Sunday, October 31, 2010

Fall - 4 minute exercise

"You have two minutes" she said, and my turqoise sweater was scratching my arms, and my words were a swirl of porridge melting into rotting milk, and I wanted to hug her, but my arms were so itchy, and I felt my feet become tree-trunks. The earth was not brown, but almost golden, with the fading yellow leaves that crunched like cookies beneath my boots. I was afraid to whisper, afraid that my voices vibrations would creep around the milky white of her neck, spreading tentacles like octupi, but could I really compare our love to an octupus? And was it our love, or just mine? And what kind of a creep was I anyway, to ponder octupi tentacles at 10 am over pancakes, on a Sunday, as she read the New York Times. "The two minutes are up", she said, popping a forkful of syrup-covered cake into her mouth. I shrugged. "You win - this time." I said. She laughed, and the sun reflected off her coffee-stained teeth. It was an autumn sunlight, full of the promise of future snowy mornings.

Monday, October 4, 2010

Unedited Writing Exercise, Inspired by Reading "The Achor Book of Chinese Poetry", as well as some Indian poetry.

You float in and out of my life
like the moon.

I trace you in the blood
between my thighs.

I search for you by darkened tree-trunks;
stirred by the river's waters, you try not to move.

A ribbon of moonlight shadows my footprints,
but I do not sense your silence.

"I give up", you once told me,
and I begged that we should live apart.

But the moon can not give up her love of the sky.
She glances at the earth with longing, as I kick the red rusty dirt,

wishing I could wane into the darkness
rather than read by the light of your eyes.

Sunday, September 19, 2010

Midnight Boats

The roses were sleeping, their red petals snoring beneath midnight winds.

The winds rose from the sand that chafed at our bodies.

Our bodies were two boats drifting away from each other across rivers that foamed like untamed mares in the wind.

I wish I were a mare, my black mane fanning out behind me as I run through the grass, allowing the blades to caress my bare toes.

I try not to trample the snoring roses, as the midnight winds bear me farther and farther from the river where I once paddled the raft of your body.

The raft was too light for two people, but who knows if it could have borne the weight of two horses, or a horse and a man, or a man and woman who sometimes feels like a horse?

Wednesday, September 15, 2010

Fragments

"Fragments", she said, "It was all fragments." We were lying on her couch sipping red wine, and I could smell the alcohol on her, see the red smudges like lipstick stains in the corners of her mouth. "I thought it would mean something, I thought -". And she was crying. I wanted to stroke her chin, but my hands felt glued to the glass. "Sh!", I said, "He's an idiot." "No, no, he's not." she said. I nodded. We drank in silence for a while, until it got late and I had to go home. I kissed her cheek on the way out, leaving a trace of wine on her skin.

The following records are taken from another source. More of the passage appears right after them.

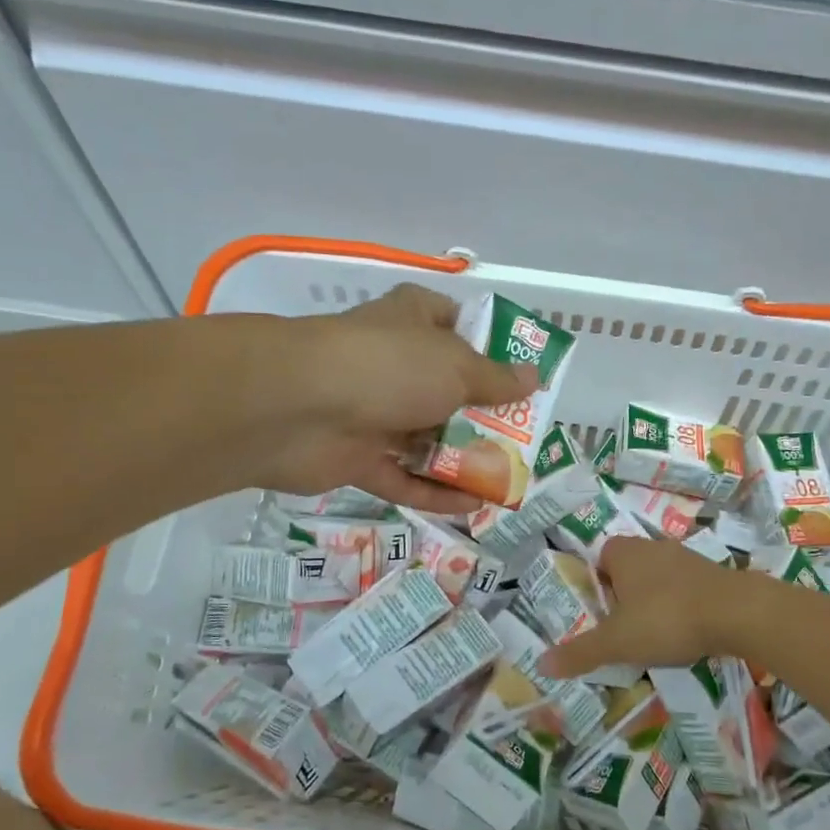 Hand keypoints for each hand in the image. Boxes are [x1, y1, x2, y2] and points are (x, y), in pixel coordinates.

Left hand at [250, 285, 535, 513]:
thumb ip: (496, 379)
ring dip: (463, 459)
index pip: (457, 324)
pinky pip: (404, 477)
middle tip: (525, 439)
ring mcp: (373, 411)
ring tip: (508, 479)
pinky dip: (434, 492)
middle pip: (448, 389)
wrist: (296, 407)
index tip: (524, 375)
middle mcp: (394, 363)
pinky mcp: (356, 457)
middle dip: (485, 414)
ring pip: (427, 437)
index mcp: (413, 322)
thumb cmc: (389, 367)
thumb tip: (533, 377)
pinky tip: (473, 507)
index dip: (491, 347)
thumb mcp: (456, 367)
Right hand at [541, 537, 752, 676]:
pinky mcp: (713, 573)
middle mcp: (653, 547)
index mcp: (624, 553)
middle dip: (624, 595)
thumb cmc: (666, 619)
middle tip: (623, 629)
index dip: (597, 584)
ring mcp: (686, 557)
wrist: (737, 612)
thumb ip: (580, 652)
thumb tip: (541, 665)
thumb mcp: (617, 642)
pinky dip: (682, 606)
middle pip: (629, 568)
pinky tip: (687, 632)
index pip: (600, 558)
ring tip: (655, 635)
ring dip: (655, 601)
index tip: (600, 614)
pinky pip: (686, 588)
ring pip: (659, 578) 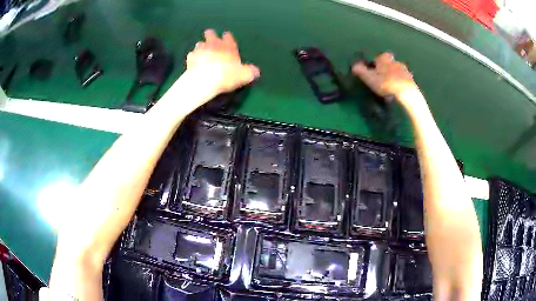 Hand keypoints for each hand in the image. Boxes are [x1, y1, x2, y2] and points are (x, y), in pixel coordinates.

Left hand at [186, 29, 259, 94]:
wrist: (203, 80)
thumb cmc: (226, 75)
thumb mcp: (243, 75)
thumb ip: (250, 71)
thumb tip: (256, 71)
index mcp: (228, 46)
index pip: (228, 37)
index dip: (227, 37)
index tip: (226, 38)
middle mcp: (213, 44)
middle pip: (210, 34)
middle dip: (211, 35)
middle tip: (211, 38)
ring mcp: (200, 50)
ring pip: (200, 43)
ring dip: (201, 47)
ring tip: (202, 52)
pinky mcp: (190, 58)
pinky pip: (191, 55)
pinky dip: (193, 57)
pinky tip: (194, 62)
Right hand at [352, 53, 422, 109]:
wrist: (406, 93)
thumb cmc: (385, 83)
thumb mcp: (369, 78)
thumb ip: (360, 71)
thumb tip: (354, 66)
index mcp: (384, 58)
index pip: (377, 58)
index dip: (374, 66)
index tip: (373, 74)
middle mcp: (395, 60)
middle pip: (388, 64)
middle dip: (385, 70)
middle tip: (381, 81)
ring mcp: (404, 69)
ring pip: (396, 71)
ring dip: (393, 76)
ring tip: (390, 88)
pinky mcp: (411, 79)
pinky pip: (403, 79)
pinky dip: (400, 83)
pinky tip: (398, 91)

I didn't get to Jake's until nearly eleven. I was a little bit tipsy by then, I think, and I can't remember who started the kiss, and it seemed that I couldn't tell where my body began and his body ended, and we were on the hardwood floor, and it didn't matter. Our clothes were strewn around us, oceans of flannel and silk whose waves sometimes jutted into his mouth, my ear, his thighs.

Afterwards, neither one of us spoke for a while. He was stroking my arms. I wanted to ask him to spill the fragments he had told her like fine wine, to whisper that it didn't matter that two hours ago she had been sitting on his couch, that three months ago she had been lying here, like this maybe, her feet on top of a crumpled plaid shirt, his hands working their way down her rib-cage as the wooden floor began to hurt her sides. I wondered why I hadn't asked him that night at the bar, when he offered to buy me a glass of white wine. "Don't cry", he said, "Don't cry". In my sleep, I dreamt I was crying, and Jake was kissing my tears, and murmuring gibberish about the power of healing.

When I woke up the next morning, I was still lying on the floor, but Jake had covered with me with a blanket, and left for work. His note told me there was coffee for me, his love, in the kitchen. So I drank.

She called me at work. "I'm sorry about last night. I was kind of - I don't know, kind of -" I interrupted her. "No need to apologize. I'm your friend. I'm here for you." There was a moment of silence, and I could envision her nodding on the other line. "Thanks." she said, "Thanks. That means a lot." "I have to go now", I said, "I have a big assignment." "Sure, I understand." she said, and we agreed to meet for lunch sometime next week. After I hung up, I looked down at my desk: A laptop beside dozens of stickies, pencils that needed sharpening, pens that had run out of ink, random photographs: of me and my parents, of me and Jake, of me and my friends. I thought of her sitting there last night, saying, "Fragments, just fragments", and how her legs matched the color of Jake's thighs.

But I no longer believe in the magic of colors, and sometimes even wear pink and red to work on dress-down Fridays. Jake thinks that red is my best color. He thought that her best color was blue, because she has blue eyes - the color of water, she said he said, as the Cabernet ran dry. I am working on a report on water, while pondering his lip upon her lip, his thigh upon her thigh.

Sunday, September 5, 2010

His lips were playing her legs, tucked under her body like sleeping gazelles, surrounded by the foliage of her blue tulle skirt, that matched the pools of her eyes. "I think I lost my dance.", she said. "You'll get it back", he replied, the rythm of his lips percussing against her thighs. "You're just saying that so you can get laid", she said, pulling away her legs and gathering the leaves of her skirt around her knees. "I love you, and I want to make love to you. Is that so terrible?" he asked, bending towards his favorite spot behind her ear. She sighed. "You're either the corniest or the most romantic person I ever met."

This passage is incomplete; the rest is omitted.